Comment les torrents pourraient-ils être faciles? Qui aime la vérité
ne doit jamais se proposer une pratique facile, car alors, ils ne
pourraient jamais s'appuyer sur un terrain solide, et auraient du mal
à arriver au dépôt du trésor.
Il y a eu par le passé des gens de grande habileté et même
eux ont dit que leur pratique était difficile. Il nous faut
reconnaître la profondeur et la grandeur de la vérité bouddhique. Si
le Bouddhisme avait été facile à pratiquer, dès l'origine, ces gens de
grande capacité n'auraient pas déclaré que le Bouddhisme est difficile
à pratiquer et difficile à comprendre. En comparaison de ces gens,
dans l'histoire, ceux d'aujourd'hui ne valent pas un poil sur un
troupeau de neuf taureaux. Même si nous rassemblons toutes nos maigres
ressources et notre peu de connaissances, et que nous nous efforçons à
la difficile pratique, nous ne pourrons jamais arriver àce quie était
facile à comprendre et à pratiquer pour ces vieux maîtres.

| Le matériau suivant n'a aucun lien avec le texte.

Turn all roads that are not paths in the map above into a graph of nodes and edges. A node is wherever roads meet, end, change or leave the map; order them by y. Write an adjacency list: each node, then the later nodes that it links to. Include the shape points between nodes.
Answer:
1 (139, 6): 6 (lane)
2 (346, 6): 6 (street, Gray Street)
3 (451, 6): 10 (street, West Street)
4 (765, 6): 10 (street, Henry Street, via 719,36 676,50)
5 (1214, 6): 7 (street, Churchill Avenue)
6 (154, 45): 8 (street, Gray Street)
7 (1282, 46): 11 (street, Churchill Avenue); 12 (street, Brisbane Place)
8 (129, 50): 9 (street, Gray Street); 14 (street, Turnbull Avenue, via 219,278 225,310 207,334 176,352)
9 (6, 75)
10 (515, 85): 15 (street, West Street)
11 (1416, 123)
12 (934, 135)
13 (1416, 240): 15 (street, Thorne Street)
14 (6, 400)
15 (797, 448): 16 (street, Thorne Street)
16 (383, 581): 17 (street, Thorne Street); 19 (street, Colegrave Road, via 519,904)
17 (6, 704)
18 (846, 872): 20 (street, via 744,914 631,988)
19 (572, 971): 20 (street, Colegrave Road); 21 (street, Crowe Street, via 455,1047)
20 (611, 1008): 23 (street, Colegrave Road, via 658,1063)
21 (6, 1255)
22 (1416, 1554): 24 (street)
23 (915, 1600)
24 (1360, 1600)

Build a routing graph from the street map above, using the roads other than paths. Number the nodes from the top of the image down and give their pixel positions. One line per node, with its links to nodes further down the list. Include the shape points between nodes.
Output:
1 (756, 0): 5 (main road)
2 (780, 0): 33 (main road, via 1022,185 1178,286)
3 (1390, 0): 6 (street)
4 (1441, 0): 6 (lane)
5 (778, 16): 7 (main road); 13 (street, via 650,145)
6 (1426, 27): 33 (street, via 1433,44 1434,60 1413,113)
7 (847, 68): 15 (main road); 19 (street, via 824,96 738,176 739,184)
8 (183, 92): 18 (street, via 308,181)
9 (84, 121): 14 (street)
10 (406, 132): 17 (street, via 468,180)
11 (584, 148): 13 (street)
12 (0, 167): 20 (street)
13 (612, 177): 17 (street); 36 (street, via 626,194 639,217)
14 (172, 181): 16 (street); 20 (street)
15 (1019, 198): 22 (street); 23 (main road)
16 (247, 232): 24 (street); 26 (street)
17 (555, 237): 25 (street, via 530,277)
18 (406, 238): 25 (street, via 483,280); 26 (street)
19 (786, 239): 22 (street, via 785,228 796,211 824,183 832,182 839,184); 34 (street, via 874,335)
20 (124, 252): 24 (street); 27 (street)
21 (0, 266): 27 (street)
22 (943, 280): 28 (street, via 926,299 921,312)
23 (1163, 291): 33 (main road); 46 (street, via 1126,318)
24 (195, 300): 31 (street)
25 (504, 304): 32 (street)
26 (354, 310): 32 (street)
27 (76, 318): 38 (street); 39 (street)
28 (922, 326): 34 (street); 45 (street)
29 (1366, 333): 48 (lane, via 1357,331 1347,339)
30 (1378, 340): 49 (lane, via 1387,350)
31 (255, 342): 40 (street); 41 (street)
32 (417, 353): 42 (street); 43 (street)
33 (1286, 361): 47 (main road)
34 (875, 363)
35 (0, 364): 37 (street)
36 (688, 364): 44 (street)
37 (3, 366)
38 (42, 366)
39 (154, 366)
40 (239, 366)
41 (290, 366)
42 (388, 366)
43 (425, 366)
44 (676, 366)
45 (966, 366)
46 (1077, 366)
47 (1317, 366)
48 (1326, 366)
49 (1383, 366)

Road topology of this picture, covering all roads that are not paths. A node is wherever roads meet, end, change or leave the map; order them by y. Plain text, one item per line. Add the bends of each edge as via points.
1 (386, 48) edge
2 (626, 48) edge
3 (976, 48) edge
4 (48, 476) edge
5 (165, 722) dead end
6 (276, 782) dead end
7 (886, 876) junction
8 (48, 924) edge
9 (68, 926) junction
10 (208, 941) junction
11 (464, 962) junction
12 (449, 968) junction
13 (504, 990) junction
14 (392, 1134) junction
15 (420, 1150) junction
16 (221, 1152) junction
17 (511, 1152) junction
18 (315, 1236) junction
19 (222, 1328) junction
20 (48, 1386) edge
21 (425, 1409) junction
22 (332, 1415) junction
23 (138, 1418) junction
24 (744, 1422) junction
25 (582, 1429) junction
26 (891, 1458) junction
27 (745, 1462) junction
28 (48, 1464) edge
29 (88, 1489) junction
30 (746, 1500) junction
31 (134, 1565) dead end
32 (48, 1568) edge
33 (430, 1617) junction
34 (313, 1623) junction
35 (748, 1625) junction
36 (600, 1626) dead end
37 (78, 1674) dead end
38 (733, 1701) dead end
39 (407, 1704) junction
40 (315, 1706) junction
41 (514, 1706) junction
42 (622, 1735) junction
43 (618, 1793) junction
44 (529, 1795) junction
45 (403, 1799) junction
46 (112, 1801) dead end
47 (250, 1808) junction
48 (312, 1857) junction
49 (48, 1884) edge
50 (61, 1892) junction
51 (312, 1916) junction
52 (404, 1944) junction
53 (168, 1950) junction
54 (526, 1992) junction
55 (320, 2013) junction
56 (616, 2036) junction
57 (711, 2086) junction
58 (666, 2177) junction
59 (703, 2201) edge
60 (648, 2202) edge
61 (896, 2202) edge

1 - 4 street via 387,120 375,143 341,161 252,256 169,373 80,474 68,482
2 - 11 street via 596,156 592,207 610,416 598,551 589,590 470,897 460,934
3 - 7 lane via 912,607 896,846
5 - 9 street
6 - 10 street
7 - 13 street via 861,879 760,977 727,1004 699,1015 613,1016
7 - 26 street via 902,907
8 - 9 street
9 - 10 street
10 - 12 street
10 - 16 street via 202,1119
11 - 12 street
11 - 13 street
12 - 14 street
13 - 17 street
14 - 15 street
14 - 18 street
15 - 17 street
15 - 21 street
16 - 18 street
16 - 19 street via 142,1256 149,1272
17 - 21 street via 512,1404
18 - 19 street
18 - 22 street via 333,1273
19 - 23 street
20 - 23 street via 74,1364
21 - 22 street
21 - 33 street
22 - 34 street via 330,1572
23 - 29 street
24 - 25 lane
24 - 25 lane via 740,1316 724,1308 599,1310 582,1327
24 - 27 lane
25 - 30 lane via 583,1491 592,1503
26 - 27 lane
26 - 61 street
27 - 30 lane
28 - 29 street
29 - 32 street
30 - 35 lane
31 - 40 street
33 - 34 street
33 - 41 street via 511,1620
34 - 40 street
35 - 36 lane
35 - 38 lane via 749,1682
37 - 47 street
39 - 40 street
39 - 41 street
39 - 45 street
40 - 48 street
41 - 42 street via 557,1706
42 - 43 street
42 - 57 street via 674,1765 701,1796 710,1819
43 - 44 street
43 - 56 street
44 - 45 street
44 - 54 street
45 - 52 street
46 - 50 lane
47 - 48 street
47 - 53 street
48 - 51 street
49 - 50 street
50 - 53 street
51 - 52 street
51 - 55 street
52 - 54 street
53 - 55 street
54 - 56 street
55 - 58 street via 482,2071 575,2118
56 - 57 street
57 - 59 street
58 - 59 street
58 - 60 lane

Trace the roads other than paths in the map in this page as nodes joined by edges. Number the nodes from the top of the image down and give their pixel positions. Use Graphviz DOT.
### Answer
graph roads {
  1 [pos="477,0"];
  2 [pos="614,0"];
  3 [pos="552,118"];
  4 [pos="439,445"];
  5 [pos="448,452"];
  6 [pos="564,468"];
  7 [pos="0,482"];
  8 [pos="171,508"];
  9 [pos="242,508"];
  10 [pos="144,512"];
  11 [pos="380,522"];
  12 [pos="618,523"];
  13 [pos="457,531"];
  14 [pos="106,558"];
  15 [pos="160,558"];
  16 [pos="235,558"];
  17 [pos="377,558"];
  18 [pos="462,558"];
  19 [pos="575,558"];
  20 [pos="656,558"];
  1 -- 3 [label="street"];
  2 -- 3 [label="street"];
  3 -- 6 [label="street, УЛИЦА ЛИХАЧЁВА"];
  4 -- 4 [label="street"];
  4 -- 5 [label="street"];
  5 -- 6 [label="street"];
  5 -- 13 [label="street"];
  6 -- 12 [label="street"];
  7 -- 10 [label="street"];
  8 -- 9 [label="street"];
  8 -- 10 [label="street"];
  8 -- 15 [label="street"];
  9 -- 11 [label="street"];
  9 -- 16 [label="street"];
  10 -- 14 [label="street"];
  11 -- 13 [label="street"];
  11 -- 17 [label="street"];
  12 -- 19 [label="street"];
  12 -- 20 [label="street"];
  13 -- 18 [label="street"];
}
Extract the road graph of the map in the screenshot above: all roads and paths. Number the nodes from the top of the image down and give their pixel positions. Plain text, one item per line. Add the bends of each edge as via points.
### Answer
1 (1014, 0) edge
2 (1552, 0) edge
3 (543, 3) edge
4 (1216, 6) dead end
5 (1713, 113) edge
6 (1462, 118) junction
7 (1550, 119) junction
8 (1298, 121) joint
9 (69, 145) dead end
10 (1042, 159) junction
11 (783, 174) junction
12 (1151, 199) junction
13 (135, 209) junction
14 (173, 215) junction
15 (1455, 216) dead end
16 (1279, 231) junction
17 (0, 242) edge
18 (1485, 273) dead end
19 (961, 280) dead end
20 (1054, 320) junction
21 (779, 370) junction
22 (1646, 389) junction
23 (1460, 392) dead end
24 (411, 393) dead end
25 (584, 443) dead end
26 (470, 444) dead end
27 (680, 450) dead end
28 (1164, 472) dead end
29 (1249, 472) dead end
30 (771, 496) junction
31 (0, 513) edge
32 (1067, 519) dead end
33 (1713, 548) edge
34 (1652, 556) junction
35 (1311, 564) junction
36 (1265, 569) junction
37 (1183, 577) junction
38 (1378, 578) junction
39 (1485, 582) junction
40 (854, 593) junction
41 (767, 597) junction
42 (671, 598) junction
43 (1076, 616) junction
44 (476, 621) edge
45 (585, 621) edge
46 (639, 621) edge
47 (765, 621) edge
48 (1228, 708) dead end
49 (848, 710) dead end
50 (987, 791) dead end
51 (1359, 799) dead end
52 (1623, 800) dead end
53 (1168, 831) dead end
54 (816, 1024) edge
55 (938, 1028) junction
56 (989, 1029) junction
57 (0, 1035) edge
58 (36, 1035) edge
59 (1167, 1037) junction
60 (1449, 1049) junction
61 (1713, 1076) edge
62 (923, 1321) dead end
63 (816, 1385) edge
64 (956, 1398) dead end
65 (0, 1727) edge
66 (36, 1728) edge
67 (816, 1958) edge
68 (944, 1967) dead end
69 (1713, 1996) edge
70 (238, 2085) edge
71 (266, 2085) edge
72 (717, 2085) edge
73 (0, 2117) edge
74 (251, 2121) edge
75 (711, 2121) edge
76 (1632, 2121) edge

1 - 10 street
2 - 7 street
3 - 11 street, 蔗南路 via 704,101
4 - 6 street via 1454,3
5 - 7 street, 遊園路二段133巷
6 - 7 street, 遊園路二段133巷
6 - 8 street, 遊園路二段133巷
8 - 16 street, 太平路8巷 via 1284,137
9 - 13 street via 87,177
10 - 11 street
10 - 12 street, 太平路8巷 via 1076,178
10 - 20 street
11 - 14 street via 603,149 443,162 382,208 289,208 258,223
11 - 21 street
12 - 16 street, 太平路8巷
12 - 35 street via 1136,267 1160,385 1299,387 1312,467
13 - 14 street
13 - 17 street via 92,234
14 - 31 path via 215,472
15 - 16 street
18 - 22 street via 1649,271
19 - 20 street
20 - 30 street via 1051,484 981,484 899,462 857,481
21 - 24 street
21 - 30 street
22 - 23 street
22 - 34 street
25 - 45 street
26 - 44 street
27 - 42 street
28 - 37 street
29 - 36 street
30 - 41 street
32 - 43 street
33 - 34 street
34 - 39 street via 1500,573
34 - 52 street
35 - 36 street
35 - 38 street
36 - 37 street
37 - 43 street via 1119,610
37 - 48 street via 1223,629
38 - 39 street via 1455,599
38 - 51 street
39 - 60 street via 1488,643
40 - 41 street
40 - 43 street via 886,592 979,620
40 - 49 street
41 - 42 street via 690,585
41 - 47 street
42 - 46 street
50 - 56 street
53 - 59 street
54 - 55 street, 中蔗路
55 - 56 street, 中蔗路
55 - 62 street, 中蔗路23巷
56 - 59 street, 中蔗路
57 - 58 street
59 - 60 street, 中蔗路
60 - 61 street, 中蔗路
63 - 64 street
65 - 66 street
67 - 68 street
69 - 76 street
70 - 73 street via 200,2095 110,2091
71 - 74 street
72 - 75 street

Quelle est donc cette chose que nos contemporains aiment à
comprendre et pratiquer avec facilité? Ce n'est pas un enseignement
séculier, et pas non plus un enseignement bouddhique; cela ne pas
valoir la pratique des démons du ciel ou de ceux du sol. Cela ne peut
valoir la pratique des non-bouddhistes ou celle des bouddhistes
intellectuels et sensuels. Cela ne peut qu'être appelé la pratique
très erronée et pleine d'illusion des gens ordinaires. Et même si ceux
qui la recherchent entendent sortir de la société séculière, leurs
vies quotidiennes n'en seront pas moins prises dans un cycle sans fin
de misérable vie et mort.
Aussi dur qu'il soit de nous rompre les os et de nous broyer
la moelle, la chose la plus difficile reste d'équilibrer notre esprit.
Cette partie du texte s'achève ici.